* [Information shown]
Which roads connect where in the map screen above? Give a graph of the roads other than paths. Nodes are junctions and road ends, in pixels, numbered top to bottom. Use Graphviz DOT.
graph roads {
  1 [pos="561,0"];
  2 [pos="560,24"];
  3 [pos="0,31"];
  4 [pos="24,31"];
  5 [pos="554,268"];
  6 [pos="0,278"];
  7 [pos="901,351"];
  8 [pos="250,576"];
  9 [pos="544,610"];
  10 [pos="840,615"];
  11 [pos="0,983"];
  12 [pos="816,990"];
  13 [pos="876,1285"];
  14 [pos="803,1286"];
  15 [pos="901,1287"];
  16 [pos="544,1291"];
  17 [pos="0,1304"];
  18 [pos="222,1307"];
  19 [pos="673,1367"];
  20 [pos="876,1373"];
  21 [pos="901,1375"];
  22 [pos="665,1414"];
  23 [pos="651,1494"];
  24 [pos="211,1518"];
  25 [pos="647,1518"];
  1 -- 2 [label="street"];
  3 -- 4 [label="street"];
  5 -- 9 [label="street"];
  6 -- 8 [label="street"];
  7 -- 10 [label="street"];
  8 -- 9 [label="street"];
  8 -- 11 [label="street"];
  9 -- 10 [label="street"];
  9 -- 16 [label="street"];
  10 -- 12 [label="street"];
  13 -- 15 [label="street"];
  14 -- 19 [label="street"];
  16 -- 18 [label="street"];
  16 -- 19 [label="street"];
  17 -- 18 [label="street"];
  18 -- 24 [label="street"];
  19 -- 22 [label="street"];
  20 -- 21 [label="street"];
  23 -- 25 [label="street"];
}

* [Task requirements] Reproduce the listing above line for line, exactly.

* [Solution for this problem]
Which roads connect where in the map screen above? Give a graph of the roads other than paths. Nodes are junctions and road ends, in pixels, numbered top to bottom. Use Graphviz DOT.
graph roads {
  1 [pos="561,0"];
  2 [pos="560,24"];
  3 [pos="0,31"];
  4 [pos="24,31"];
  5 [pos="554,268"];
  6 [pos="0,278"];
  7 [pos="901,351"];
  8 [pos="250,576"];
  9 [pos="544,610"];
  10 [pos="840,615"];
  11 [pos="0,983"];
  12 [pos="816,990"];
  13 [pos="876,1285"];
  14 [pos="803,1286"];
  15 [pos="901,1287"];
  16 [pos="544,1291"];
  17 [pos="0,1304"];
  18 [pos="222,1307"];
  19 [pos="673,1367"];
  20 [pos="876,1373"];
  21 [pos="901,1375"];
  22 [pos="665,1414"];
  23 [pos="651,1494"];
  24 [pos="211,1518"];
  25 [pos="647,1518"];
  1 -- 2 [label="street"];
  3 -- 4 [label="street"];
  5 -- 9 [label="street"];
  6 -- 8 [label="street"];
  7 -- 10 [label="street"];
  8 -- 9 [label="street"];
  8 -- 11 [label="street"];
  9 -- 10 [label="street"];
  9 -- 16 [label="street"];
  10 -- 12 [label="street"];
  13 -- 15 [label="street"];
  14 -- 19 [label="street"];
  16 -- 18 [label="street"];
  16 -- 19 [label="street"];
  17 -- 18 [label="street"];
  18 -- 24 [label="street"];
  19 -- 22 [label="street"];
  20 -- 21 [label="street"];
  23 -- 25 [label="street"];
}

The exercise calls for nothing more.